The immovable object may prove, in the end, to be immoveable. In which case, it becomes easy to forecast the shape of the presidential race, but hard to predict the winner. In all of this century’s presidential elections, Republicans and Democrats have won between 46 and 53 percent of the vote. In the historical sense, that’s a narrow range. No nominee has come close to winning the 57 to 61 percent landslides registered by Democrats and Republicans in 1936, 1956, 1964, 1972 and 1984.
The same phenomenon has been apparent in congressional elections, which have been a good proxy for support of the president and his party since the middle 1990s. In nine of 11 elections starting in 1994, Republicans have won between 48 and 52 percent of the popular vote for the House, and Democrats between 44 and 49 percent. Again, a historically narrow range.
The two exceptions were in 2006 and 2008, when George W. Bush’s job approval plunged to 30 percent levels, when Democrats won 53 and 54 percent and Republicans 45 and 43 percent. Democrats hoped that would turn out to be a new normal, but in 2010, 2012 and 2014, the House popular vote swung back into the 1994-2004 range. …

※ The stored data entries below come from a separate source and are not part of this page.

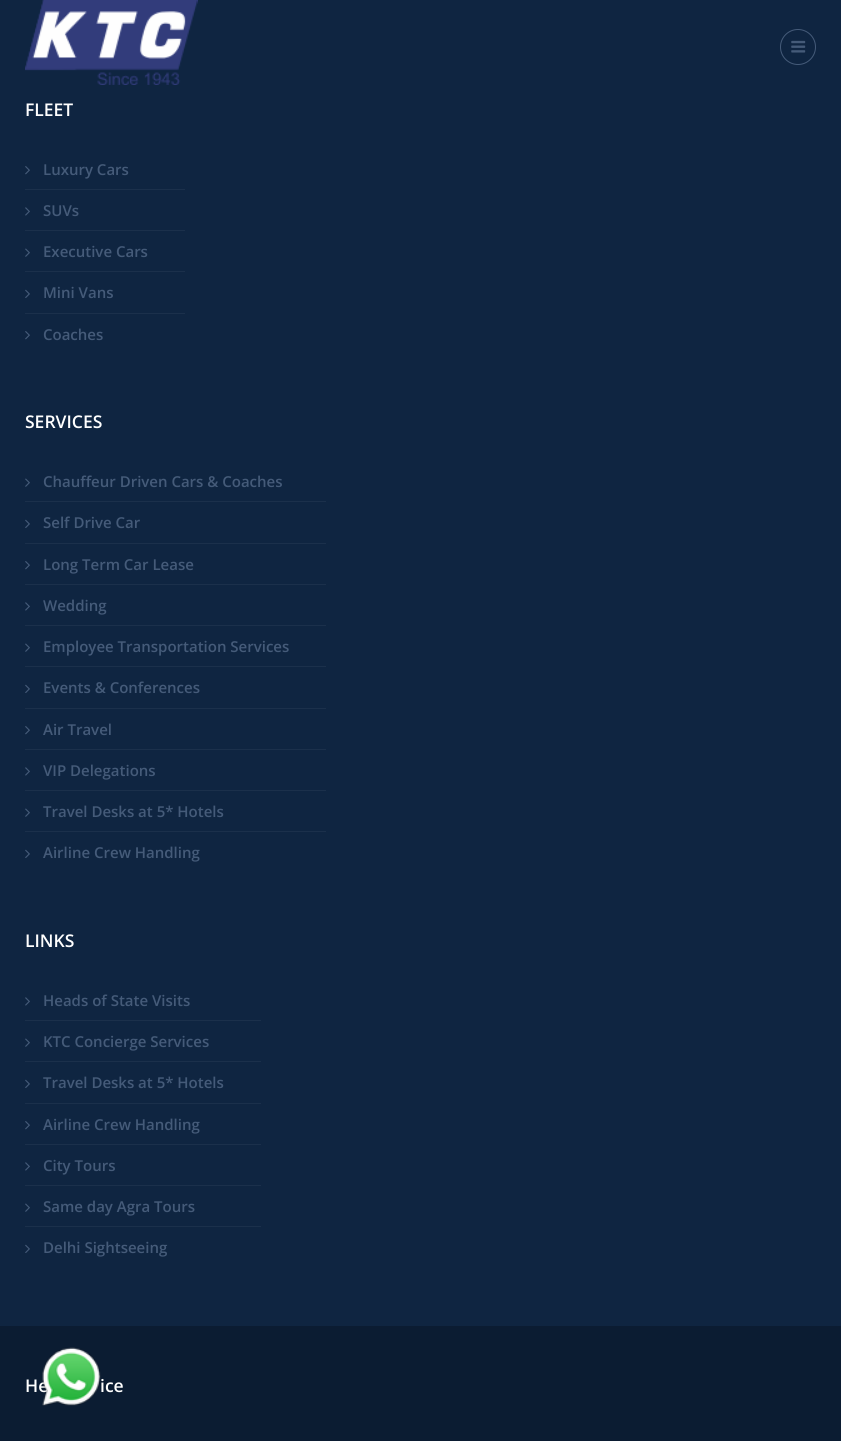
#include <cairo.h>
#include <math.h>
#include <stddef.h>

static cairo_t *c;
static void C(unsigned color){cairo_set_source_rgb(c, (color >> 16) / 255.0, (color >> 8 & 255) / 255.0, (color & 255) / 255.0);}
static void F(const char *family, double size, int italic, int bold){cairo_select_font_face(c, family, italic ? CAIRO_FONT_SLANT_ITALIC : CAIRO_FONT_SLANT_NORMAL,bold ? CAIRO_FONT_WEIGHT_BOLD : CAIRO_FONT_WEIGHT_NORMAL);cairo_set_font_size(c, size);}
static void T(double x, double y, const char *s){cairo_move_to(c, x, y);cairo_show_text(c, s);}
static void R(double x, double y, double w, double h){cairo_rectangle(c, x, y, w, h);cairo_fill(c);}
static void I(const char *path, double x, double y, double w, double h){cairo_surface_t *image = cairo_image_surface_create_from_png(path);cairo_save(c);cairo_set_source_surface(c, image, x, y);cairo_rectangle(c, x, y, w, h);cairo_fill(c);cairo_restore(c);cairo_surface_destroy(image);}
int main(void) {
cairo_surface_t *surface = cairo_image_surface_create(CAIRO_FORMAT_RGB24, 841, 1441);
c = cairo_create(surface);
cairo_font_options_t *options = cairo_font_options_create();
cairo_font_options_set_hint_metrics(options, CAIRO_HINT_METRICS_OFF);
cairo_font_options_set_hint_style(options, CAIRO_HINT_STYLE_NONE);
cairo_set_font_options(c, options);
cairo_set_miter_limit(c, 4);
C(0x0f2541);
cairo_paint(c);
I("1.png",25,0,173,85);
cairo_arc(c,798,47,17.5,0,2 * M_PI);
C(0x455b79);
cairo_set_line_width(c,1);
cairo_stroke(c);
I("2.png",791,40,15,13);
F("Open Sans SemiBold",17.5,0,0);
C(0xffffff);
T(25,116,"FLEET");
C(0x1b304b);
R(25,189,160,1);
I("3.png",25,166,5,9);
F("Open Sans SemiBold",15,0,0);
C(0x455b79);
T(43,175,"Luxury Cars");
C(0x1b304b);
R(25,230,160,1);
I("4.png",25,207,5,9);
C(0x455b79);
T(43,216,"SUVs");
C(0x1b304b);
R(25,271,160,1);
I("5.png",25,248,5,9);
C(0x455b79);
T(43,257,"Executive Cars");
C(0x1b304b);
R(25,313,160,1);
I("6.png",25,289,5,9);
C(0x455b79);
T(43,298,"Mini Vans");
I("3.png",25,331,5,9);
T(43,340,"Coaches");
F("Open Sans SemiBold",17.5,0,0);
C(0xffffff);
T(25,428,"SERVICES");
C(0x1b304b);
R(25,501,301,1);
I("5.png",25,478,5,9);
F("Open Sans SemiBold",15,0,0);
C(0x455b79);
T(43,487,"Chauffeur Driven Cars & Coaches");
C(0x1b304b);
R(25,543,301,1);
I("6.png",25,519,5,9);
C(0x455b79);
T(43,528,"Self Drive Car");
C(0x1b304b);
R(25,584,301,1);
I("3.png",25,561,5,9);
C(0x455b79);
T(43,570,"Long Term Car Lease");
C(0x1b304b);
R(25,625,301,1);
I("4.png",25,602,5,9);
C(0x455b79);
T(43,611,"Wedding");
C(0x1b304b);
R(25,666,301,1);
I("5.png",25,643,5,9);
C(0x455b79);
T(43,652,"Employee Transportation Services");
C(0x1b304b);
R(25,708,301,1);
I("6.png",25,684,5,9);
C(0x455b79);
T(43,693,"Events & Conferences");
C(0x1b304b);
R(25,749,301,1);
I("3.png",25,726,5,9);
C(0x455b79);
T(43,735,"Air Travel");
C(0x1b304b);
R(25,790,301,1);
I("4.png",25,767,5,9);
C(0x455b79);
T(43,776,"VIP Delegations");
C(0x1b304b);
R(25,831,301,1);
I("5.png",25,808,5,9);
C(0x455b79);
T(43,817,"Travel Desks at 5* Hotels");
I("6.png",25,849,5,9);
T(43,858,"Airline Crew Handling");
F("Open Sans SemiBold",17.5,0,0);
C(0xffffff);
T(25,947,"LINKS");
C(0x1b304b);
R(25,1020,236,1);
I("4.png",25,997,5,9);
F("Open Sans SemiBold",15,0,0);
C(0x455b79);
T(43,1006,"Heads of State Visits");
C(0x1b304b);
R(25,1061,236,1);
I("5.png",25,1038,5,9);
C(0x455b79);
T(43,1047,"KTC Concierge Services");
C(0x1b304b);
R(25,1103,236,1);
I("6.png",25,1079,5,9);
C(0x455b79);
T(43,1088,"Travel Desks at 5* Hotels");
C(0x1b304b);
R(25,1144,236,1);
I("3.png",25,1121,5,9);
C(0x455b79);
T(43,1130,"Airline Crew Handling");
C(0x1b304b);
R(25,1185,236,1);
I("4.png",25,1162,5,9);
C(0x455b79);
T(43,1171,"City Tours");
C(0x1b304b);
R(25,1226,236,1);
I("5.png",25,1203,5,9);
C(0x455b79);
T(43,1212,"Same day Agra Tours");
I("6.png",25,1244,5,9);
T(43,1253,"Delhi Sightseeing");
C(0x0b1c32);
R(0,1326,841,115);
F("Open Sans SemiBold",17.5,0,0);
C(0xffffff);
T(25,1392,"He");
T(100,1392,"ice");
I("7.png",42,1347,59,59);
cairo_surface_write_to_png(surface, "o.png");
cairo_font_options_destroy(options);
cairo_destroy(c);
cairo_surface_destroy(surface);
return 0;
}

… So it’s reasonable to conclude that if the immovable object of stark partisan division remains immovable, the contours of the 2016 presidential vote will look much like those in recent elections. Particularly the most recent, 2012, since Barack Obama is president, with job approval slightly below 50 percent, and the near-certain Democratic nominee is his former secretary of state, Hillary Clinton. In that event, the race will be decided by voters in the 11 purple states.